For the VPC selection, the first/default VPC selected was my default VPC and not the VPC created during the Stack creation, so I changed from this default:

Since I had run and re-run the CloudFormation template a few times until I got it working, I ended up with a number of VPCs and SecurityGroups with the same name as the Stack. To work out which were the currently in use ones, I went back to CloudFormation and checked the Outputs tab to get a list of SecurityGroupIds, VPCIds and SubnetIds in use by the current Stack. Using this info I then selected the matching values for the VPC and SecurityGroup (the one with ControlPlaneSecurityGroup in the name).

Cluster is up!

Initialize the aws cli and kubectl connection config to your cluster:

 aws eks update-kubeconfig --name cluster_name

At this point you have a running cluster with master nodes, but no worker EC2 nodes provisioned. That’s the next step in the Getting Started Guide.

Now check running services:

kubectl get svc

At this point, I was prompted for credentials and wondered what credentials it needed since my aws cli was already configured and logged in:

$ kubectl get svc
Please enter Username: my-iam-user
Please enter Password:

This post suggested that there’s a step in the guide that requires you to create the cluster with an IAM user and not your root user. I obviously missed this and used my root user. I’ll delete the cluster logon as an IAM user and try again.
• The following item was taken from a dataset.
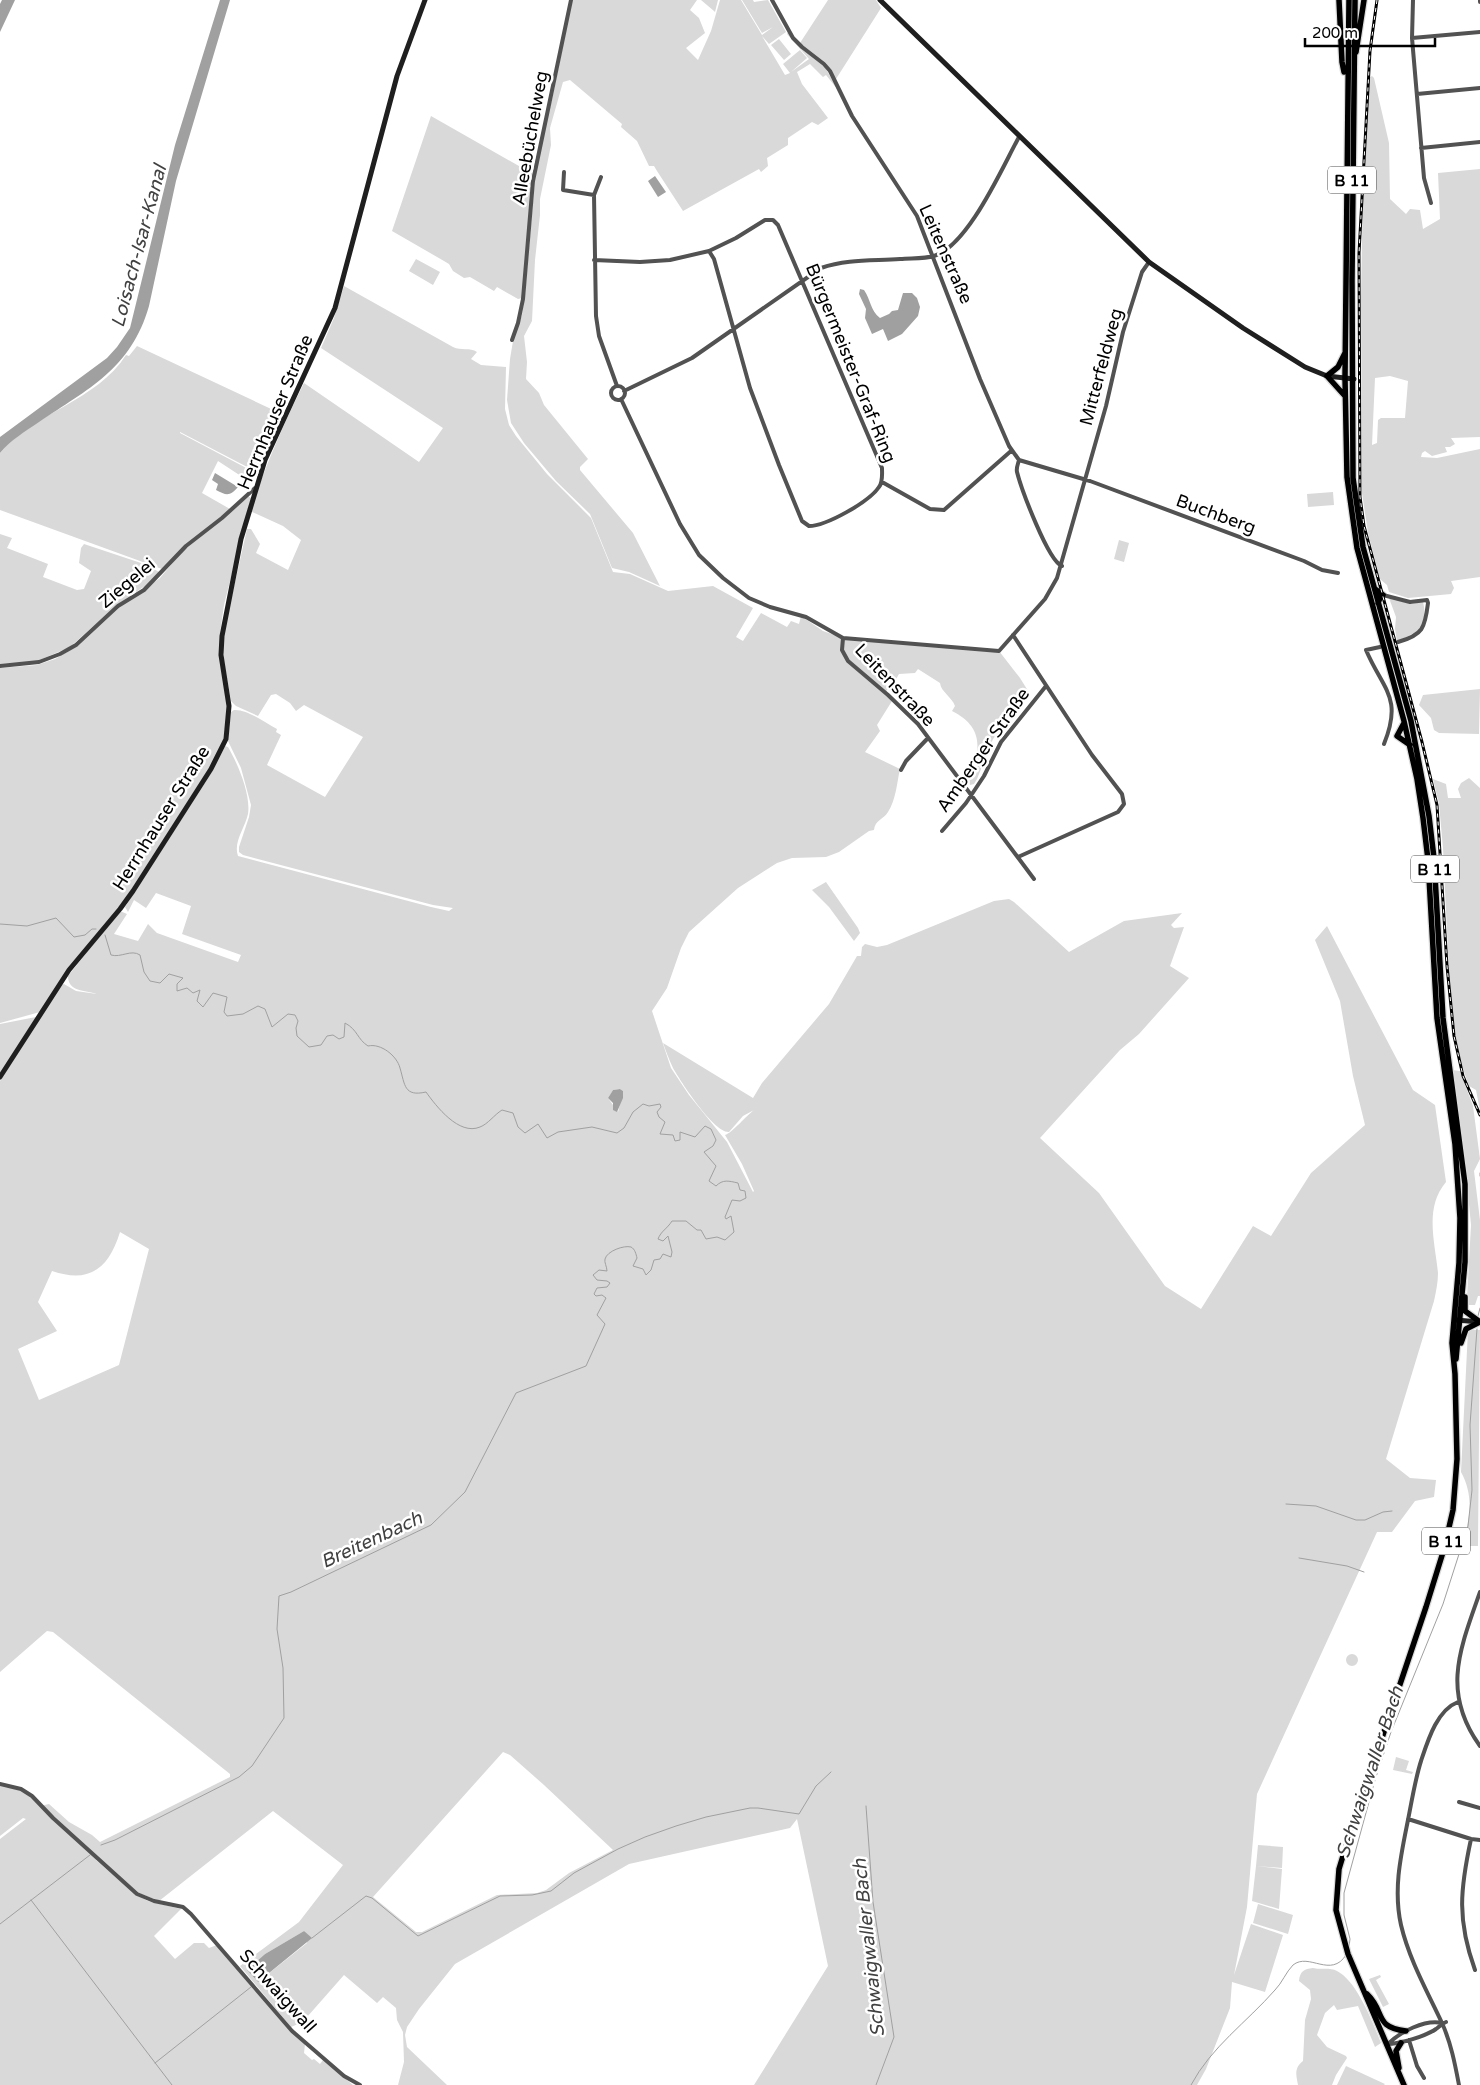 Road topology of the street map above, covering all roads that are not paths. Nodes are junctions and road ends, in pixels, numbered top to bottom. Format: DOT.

Created a new cluster with an Admin IAM user, and now I can see the cluster starting with:

aws eks describe-cluster --name devel --query cluster.status

{
"cluster": {
"name": "test1",
...

"status": "CREATING",
...
}

Once the Cluster is up, continue with the instructions to add a worker node using the CloudFormation template file.

At this point more errors, ‘Unauthorized’

Searching around found this post, that implies not only should you not create the cluster with a root user, but also the stack needs to be created with the same IAM user.

Back to the start, trying one more time.

At this point I got distracted by the fact that it only takes 5 minutes and a couple of button clicks on Google Cloud to provision a Kubernetes cluster… so I’ll come back to getting this set up on AWS at a later point … in the meantime I’m off to kick the tires on Google Kubernetes Engine.

SSH to AWS EC2: ‘permissions 0644 are too open’ error

To connect to an EC2 instance over SSH, if the permissions on your .pem file are too broad then you’ll see this error:

Permissions 0644 for ‘keypair.pem’ are too open.

It is required that your private key files are NOT accessible by others.

This private key will be ignored.

chmod the .pem file to 0400 and then you should be good. This is described here.

Testing apps using AWS DynamoDB locally with the AWS CLI and JavaScript AWS SDK

One challenge when developing and testing code locally before you deploy is how you test against resources that are provisioned in the cloud. You can point directly to your cloud resources, but in some cases it’s easier if you can run and test code locally before you deploy.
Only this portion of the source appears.